Full of Cliffhangers

(Spoilers). The 100 has episode-after-episode (especially in the first season) where you just have to keep watching. It nails the concept of cliff hangers.

  1. E01: the plucky teenagers cross a river en-route to a needed food supply. They’re happy to be on the planet and enjoying nature. (After all, they’ve only ever known a sterile space station). They cross a river ‘Tarzan-style’, cheering jubilantly that they made it across. There’s love in the air and excitement and then a spear comes hurtling out of the trees and skewers Jasper in the stomach.
  2. E02: The adults aboard The Ark watch as the teenager’s bio-wrist bands indicate they are dying en-mass. Belamy, the bully is exerting his control over the teenagers. In the last seconds of the episode we see the teenagers being watched by a savage (“Grounder”) in the trees.
  3. E03: The protagonist (Clarke) makes up with best friend Wells, who for years she thinks has betrayed her. In reality his lies have been protecting her from the truth. Wells is on guard duty when a young girl sits down next to him. They have a little chat and then Charlotte stabs him in the neck and hums to him as he bleeds-out.
  4. E04: Clarke and her new flame Finn “get together”, just as Finn’s girlfriend, Raven, is coming down from The Ark. It’s going to get pointy in a way that a love-triangle does, with 3 points to stab and 3 edges to cut.
  5. E05: The Ark’s oxygen supply is worse than expected.

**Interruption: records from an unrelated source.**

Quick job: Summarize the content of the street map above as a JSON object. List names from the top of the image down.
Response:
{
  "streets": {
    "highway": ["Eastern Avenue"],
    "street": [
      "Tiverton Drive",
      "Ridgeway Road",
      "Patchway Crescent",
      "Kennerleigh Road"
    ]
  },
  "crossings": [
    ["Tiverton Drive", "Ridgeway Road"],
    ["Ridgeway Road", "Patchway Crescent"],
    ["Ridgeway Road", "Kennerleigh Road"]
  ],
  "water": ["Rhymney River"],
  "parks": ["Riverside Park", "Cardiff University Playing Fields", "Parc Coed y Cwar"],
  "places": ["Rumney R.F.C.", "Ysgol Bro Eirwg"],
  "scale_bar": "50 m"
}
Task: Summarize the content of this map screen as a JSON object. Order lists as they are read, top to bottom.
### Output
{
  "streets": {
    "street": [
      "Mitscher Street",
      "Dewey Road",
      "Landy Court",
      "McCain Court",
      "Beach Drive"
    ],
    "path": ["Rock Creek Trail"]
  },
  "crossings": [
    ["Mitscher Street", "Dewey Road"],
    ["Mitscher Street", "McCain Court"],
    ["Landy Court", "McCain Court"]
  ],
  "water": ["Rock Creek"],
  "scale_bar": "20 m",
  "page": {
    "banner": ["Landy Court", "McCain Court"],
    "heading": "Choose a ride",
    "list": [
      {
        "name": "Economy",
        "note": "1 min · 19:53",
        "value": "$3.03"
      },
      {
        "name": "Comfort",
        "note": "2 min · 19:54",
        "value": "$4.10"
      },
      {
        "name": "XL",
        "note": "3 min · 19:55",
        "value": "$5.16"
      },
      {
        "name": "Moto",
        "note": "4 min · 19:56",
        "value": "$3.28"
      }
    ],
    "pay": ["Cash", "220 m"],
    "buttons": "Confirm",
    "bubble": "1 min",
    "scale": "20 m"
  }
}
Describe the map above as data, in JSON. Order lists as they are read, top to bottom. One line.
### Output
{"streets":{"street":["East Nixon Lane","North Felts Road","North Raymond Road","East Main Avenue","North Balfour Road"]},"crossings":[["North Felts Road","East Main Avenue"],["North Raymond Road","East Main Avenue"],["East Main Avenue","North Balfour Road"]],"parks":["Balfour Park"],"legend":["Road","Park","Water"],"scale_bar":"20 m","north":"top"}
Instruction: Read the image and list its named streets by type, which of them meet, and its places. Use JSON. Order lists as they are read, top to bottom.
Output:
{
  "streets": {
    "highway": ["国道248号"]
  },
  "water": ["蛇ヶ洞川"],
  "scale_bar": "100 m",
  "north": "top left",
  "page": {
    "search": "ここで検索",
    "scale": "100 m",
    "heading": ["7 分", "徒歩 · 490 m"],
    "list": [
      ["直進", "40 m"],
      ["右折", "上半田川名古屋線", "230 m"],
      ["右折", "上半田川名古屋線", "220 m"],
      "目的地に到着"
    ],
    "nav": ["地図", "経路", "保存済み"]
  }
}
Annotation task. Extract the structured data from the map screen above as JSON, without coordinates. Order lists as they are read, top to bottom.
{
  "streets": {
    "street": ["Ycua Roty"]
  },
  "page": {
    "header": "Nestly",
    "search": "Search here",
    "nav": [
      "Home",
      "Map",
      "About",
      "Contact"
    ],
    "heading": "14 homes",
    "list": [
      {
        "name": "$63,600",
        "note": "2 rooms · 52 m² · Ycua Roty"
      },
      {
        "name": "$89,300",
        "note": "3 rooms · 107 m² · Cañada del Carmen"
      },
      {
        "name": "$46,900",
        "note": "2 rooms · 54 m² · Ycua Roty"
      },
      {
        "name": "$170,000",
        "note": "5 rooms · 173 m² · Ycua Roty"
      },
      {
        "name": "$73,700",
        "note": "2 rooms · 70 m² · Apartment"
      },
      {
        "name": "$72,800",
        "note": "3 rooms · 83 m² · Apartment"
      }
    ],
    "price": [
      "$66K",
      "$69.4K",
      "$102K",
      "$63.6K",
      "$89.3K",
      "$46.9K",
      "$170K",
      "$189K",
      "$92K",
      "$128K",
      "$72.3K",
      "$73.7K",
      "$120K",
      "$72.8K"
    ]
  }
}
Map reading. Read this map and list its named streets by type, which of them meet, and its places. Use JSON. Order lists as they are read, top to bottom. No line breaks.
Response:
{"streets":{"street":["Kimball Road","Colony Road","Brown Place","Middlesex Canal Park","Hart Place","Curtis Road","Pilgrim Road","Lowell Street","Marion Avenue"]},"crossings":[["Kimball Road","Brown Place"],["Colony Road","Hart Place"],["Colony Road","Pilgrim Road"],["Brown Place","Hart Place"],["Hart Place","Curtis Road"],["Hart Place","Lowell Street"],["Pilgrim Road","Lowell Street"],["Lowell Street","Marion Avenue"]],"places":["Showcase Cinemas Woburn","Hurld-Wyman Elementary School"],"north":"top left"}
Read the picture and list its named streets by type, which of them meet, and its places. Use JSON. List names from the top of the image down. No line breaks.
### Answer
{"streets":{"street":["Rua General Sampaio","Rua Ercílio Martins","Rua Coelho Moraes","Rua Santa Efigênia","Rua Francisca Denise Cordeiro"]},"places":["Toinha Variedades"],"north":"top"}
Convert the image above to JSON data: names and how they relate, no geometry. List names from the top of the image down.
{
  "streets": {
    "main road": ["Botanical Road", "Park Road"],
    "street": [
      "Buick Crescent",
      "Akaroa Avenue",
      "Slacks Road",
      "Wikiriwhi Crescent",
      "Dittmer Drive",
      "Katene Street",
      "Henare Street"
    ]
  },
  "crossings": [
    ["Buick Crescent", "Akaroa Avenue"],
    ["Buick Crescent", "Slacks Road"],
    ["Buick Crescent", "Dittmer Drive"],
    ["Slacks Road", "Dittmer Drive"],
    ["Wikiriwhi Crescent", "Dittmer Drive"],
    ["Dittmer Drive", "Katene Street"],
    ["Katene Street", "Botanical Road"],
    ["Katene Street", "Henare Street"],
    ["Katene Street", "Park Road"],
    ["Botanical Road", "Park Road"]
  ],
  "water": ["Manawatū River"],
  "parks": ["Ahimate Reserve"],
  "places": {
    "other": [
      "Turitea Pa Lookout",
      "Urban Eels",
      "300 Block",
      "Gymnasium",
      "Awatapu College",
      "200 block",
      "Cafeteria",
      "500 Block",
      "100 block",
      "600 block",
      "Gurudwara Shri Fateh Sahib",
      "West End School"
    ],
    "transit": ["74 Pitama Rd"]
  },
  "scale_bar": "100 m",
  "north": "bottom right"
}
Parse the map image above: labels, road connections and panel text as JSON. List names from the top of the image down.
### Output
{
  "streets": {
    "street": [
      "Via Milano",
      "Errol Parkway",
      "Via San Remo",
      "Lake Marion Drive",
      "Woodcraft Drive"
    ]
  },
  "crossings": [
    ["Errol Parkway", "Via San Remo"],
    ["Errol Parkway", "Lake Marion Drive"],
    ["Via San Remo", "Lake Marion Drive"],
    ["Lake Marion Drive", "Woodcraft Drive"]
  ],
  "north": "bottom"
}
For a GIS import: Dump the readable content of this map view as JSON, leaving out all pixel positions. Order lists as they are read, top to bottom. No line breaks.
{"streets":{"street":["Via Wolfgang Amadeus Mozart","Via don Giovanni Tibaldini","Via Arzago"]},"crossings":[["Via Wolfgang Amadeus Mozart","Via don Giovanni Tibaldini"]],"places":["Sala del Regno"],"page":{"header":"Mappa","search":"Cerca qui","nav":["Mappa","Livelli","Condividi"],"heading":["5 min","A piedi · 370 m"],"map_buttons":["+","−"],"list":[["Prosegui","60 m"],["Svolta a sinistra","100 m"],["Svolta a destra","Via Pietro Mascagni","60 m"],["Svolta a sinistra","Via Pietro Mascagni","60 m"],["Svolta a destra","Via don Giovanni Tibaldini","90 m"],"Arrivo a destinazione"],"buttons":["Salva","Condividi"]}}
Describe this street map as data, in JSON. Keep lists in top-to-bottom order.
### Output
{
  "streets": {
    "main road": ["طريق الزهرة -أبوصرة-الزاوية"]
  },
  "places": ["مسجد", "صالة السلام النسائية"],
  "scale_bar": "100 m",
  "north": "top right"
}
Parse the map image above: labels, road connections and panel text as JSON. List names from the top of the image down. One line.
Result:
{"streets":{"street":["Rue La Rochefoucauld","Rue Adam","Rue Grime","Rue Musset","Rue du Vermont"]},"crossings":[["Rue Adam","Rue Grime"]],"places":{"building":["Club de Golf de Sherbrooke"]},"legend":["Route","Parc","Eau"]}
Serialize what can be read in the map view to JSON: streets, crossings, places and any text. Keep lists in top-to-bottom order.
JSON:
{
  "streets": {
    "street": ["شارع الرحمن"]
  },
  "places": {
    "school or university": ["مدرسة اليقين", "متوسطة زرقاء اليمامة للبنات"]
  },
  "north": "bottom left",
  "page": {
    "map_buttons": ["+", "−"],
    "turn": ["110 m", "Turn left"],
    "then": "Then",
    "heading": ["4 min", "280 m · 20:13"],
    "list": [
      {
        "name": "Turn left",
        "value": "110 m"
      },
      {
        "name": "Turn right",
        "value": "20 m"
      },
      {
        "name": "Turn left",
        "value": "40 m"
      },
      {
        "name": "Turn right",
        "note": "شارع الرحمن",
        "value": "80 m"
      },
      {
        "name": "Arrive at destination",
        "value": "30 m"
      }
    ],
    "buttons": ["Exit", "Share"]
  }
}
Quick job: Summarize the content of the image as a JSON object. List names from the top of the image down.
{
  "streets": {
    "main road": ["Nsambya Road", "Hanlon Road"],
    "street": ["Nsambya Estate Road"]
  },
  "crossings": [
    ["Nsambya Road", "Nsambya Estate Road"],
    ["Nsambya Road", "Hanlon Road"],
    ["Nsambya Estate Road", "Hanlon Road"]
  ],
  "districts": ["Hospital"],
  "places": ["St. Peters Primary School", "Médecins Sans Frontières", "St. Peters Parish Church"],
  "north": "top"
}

They plan to kill off more people in a “malfunction”, when the truth comes out. Volunteers step forward to die so that others may live and are suffocated when the oxygen is turned off. Shortly thereafter, they see a signal from the Earth, letting them know that Earth is survivable (and the people died unnecessarily).
  6. E06: Belamy has a fight with his (loved) sister Octavia, saying things we know he doesn’t mean.
  7. E07: Up on The Ark the ruling council announces (to their members) that while there are 2,237 people on The Ark there is only enough drop ships for 700 people.
  8. E08: The teenagers are getting guns to protect themselves from a Grounder attack. Meanwhile on The Ark it’s revealed the new Council member is the one who tried to have the Chancellor (President) killed in E1.
  9. E09: An effort at diplomacy with the Grounders ends in sparking off a war. The teenagers think help is on its way when a drop ship comes down early, until it crashes into the ground (presumably with Clarke’s mum aboard).
  10. E10: The traitor, Murphy, who  they let back into their midst has turned over a new leaf and is helping to heal the sick. Only it’s just a momentary change and he sneakily kills someone in the last seconds of the episode.
  11. E11: Clarke and Finn are captured by Grounders and Monty mysteriously disappears.
  12. E12: The adults aboard The Ark plan to send the satellite down to Earth knowing that 95% of the station won’t survive re-entry.
  13. E13: After winning a big battle with the Grounders, a strange new enemy they’ve only heart of “the Mountain Men” come and abduct all the teenagers. Clarke wakes up locked in a Quarantine Ward, seeing Monty across the hall.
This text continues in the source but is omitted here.